Sua presença nos programas de Chico também ajudava a manter viva a tradição do humor regionalista, aquele que mostrava o Brasil profundo, com seus tipos humanos, sotaques e valores peculiares. O coronel não era apenas uma figura do sertão, mas um símbolo nacional — ele podia estar em qualquer cidade, em qualquer esfera do poder.
Com o tempo, o Coronel Limoeiro se tornou uma das muitas máscaras de Chico Anysio para falar das contradições do país. Ao lado de personagens como Justo Veríssimo (o político corrupto), Bozó (o puxa-saco da TV) e Professor Raimundo (o educador idealista e mal pago), o coronel formava parte do vasto mosaico de tipos sociais que compunham o humor inteligente e crítico do artista.
O riso que ele provocava era ambíguo: divertido, mas também incômodo. Porque, no fundo, o público percebia que o Coronel Limoeiro não era apenas um personagem — ele representava uma estrutura de poder que, de certa forma, ainda persistia fora das telas.
A grande ironia é que, ao tentar calar o humorista, o regime acabou reforçando sua criatividade. Chico passou a usar a metáfora, o exagero e a caricatura como armas sutis. Seu humor se tornou ainda mais sofisticado — e, por isso mesmo, mais perigoso para os que temiam o riso.
Um cancelamento que revelou o medo do poder
O cancelamento do Chico Anysio Show em 1964 não foi apenas uma coincidência temporal: foi um reflexo direto do medo do poder diante do riso.
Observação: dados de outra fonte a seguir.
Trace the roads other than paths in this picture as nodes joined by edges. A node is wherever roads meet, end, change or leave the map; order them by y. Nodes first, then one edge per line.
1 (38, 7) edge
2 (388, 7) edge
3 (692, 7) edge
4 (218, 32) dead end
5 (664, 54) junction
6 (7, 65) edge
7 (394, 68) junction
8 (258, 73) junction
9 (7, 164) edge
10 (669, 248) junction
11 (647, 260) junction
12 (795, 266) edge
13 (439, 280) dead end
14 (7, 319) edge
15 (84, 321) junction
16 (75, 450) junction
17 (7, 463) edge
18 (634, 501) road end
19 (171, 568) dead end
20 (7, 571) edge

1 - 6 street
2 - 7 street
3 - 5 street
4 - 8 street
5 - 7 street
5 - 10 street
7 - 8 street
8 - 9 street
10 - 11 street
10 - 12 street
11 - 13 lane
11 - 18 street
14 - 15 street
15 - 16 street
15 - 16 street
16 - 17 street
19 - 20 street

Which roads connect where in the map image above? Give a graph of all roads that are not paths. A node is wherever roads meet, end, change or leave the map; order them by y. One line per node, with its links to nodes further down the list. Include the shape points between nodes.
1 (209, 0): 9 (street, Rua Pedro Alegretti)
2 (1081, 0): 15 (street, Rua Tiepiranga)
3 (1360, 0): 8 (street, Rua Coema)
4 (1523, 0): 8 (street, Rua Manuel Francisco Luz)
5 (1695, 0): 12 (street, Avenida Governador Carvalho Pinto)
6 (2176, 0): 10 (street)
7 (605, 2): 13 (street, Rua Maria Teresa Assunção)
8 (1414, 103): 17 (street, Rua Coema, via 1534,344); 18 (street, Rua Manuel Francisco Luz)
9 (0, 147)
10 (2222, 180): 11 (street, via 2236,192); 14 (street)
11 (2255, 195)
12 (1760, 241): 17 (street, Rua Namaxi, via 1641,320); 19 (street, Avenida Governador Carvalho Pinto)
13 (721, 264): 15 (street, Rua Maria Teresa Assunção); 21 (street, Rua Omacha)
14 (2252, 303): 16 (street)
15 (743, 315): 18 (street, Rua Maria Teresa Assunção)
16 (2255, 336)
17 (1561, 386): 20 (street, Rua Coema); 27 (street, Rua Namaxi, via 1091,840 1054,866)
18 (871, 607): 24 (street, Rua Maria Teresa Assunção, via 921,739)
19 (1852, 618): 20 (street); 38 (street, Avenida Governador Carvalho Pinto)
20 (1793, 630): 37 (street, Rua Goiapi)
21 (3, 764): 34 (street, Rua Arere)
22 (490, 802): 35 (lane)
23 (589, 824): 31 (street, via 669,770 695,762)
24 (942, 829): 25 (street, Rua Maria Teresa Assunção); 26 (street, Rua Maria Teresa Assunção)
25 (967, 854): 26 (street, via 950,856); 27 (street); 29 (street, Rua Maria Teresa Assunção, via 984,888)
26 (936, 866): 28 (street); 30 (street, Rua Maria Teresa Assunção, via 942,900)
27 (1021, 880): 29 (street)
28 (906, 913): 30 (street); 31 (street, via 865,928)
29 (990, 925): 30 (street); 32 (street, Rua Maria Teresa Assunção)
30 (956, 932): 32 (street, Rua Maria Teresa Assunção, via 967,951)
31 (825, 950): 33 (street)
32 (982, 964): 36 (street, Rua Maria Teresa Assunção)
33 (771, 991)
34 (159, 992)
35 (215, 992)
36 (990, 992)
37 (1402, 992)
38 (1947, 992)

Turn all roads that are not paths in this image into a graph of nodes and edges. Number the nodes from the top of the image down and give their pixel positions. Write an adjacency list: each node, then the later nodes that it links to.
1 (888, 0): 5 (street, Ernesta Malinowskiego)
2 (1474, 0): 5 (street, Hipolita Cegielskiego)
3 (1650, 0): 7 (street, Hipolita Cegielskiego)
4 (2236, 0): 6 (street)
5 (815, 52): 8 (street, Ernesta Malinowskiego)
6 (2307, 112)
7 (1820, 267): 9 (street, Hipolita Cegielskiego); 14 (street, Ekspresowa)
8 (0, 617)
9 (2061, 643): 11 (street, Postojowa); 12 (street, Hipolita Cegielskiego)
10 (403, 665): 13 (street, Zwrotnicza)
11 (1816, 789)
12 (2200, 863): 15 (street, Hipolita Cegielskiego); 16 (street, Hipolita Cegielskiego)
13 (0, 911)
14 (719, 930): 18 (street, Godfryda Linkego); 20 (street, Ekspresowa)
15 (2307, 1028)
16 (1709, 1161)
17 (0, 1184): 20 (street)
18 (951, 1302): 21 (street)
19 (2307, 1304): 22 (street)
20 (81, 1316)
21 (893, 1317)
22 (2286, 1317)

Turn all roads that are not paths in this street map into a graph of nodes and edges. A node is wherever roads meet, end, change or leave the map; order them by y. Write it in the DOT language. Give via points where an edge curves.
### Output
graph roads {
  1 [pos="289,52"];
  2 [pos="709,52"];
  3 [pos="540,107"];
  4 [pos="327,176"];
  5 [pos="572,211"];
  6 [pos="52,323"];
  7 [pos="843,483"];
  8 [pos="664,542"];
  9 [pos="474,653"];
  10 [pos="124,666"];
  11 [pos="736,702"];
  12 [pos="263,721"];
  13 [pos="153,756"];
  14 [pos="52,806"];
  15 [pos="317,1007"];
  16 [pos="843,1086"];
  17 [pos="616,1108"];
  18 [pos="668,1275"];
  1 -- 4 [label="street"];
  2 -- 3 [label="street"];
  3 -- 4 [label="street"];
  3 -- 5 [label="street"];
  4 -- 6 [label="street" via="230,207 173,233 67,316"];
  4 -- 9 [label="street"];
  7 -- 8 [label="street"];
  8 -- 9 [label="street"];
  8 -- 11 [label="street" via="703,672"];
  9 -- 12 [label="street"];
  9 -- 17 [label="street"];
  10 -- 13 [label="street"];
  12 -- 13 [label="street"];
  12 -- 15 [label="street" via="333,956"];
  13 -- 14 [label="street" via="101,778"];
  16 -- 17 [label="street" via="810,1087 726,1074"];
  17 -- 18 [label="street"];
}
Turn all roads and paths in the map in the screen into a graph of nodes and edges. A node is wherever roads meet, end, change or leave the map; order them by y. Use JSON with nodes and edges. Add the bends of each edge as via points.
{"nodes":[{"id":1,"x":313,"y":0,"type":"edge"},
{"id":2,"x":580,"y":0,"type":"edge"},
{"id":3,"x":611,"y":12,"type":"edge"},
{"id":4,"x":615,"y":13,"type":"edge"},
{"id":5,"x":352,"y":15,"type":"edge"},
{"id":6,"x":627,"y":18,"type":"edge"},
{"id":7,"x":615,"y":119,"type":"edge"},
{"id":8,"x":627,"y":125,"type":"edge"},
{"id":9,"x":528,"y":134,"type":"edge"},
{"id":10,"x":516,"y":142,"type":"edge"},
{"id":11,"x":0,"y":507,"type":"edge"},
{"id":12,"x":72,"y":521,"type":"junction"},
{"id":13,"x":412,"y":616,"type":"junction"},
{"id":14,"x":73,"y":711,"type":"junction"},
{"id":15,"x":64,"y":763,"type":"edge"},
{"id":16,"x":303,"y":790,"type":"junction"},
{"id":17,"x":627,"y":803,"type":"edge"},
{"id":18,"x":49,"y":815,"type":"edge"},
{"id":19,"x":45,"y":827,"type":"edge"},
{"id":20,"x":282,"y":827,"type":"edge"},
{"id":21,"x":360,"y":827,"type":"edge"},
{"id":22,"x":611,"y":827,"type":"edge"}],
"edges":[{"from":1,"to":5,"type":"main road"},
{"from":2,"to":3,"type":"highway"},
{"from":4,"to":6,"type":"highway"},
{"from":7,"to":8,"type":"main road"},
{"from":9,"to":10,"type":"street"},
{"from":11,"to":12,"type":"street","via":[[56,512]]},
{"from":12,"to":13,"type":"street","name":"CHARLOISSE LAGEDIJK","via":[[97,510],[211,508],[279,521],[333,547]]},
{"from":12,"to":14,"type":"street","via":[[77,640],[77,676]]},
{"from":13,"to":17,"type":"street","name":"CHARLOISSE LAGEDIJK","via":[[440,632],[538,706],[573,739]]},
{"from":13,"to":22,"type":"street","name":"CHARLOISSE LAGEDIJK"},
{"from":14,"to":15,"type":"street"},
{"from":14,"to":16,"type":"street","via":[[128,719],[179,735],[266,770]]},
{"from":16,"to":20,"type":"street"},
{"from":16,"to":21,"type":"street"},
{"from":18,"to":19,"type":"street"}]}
O humor, afinal, tem uma força política silenciosa — ele expõe, ridiculariza e desarma. E, num momento em que o país se encaminhava para o autoritarismo, rir das figuras de autoridade era algo intolerável.
A TV Rio, ao ver seu principal humorista afastado, simbolizava o fim de uma fase da televisão brasileira — aquela em que se podia brincar com tudo. Depois de 1964, a TV se tornaria mais controlada, mais burocrática e, por um tempo, menos ousada.
Mas Chico Anysio, teimoso e genial, voltaria com força. E ao longo das décadas seguintes, seria justamente ele quem reinventaria o humor nacional, transformando personagens e piadas em retratos profundos de um país que tentava rir para não chorar.
Epílogo: o riso antes do silêncio
O que aconteceu em 1964 com Chico Anysio e a TV Rio foi mais do que um episódio de censura: foi um marco de transição entre duas eras da comunicação no Brasil. Antes do golpe, o humor era o espelho de um país vivo, confuso, mas livre. Depois, passou a ser um exercício de astúcia, onde a liberdade precisava se esconder atrás do riso.
E talvez seja por isso que Chico Anysio continue tão atual. Porque o seu humor nasceu num tempo em que fazer rir era também uma forma de resistir — e cada gargalhada era, secretamente, um ato de coragem.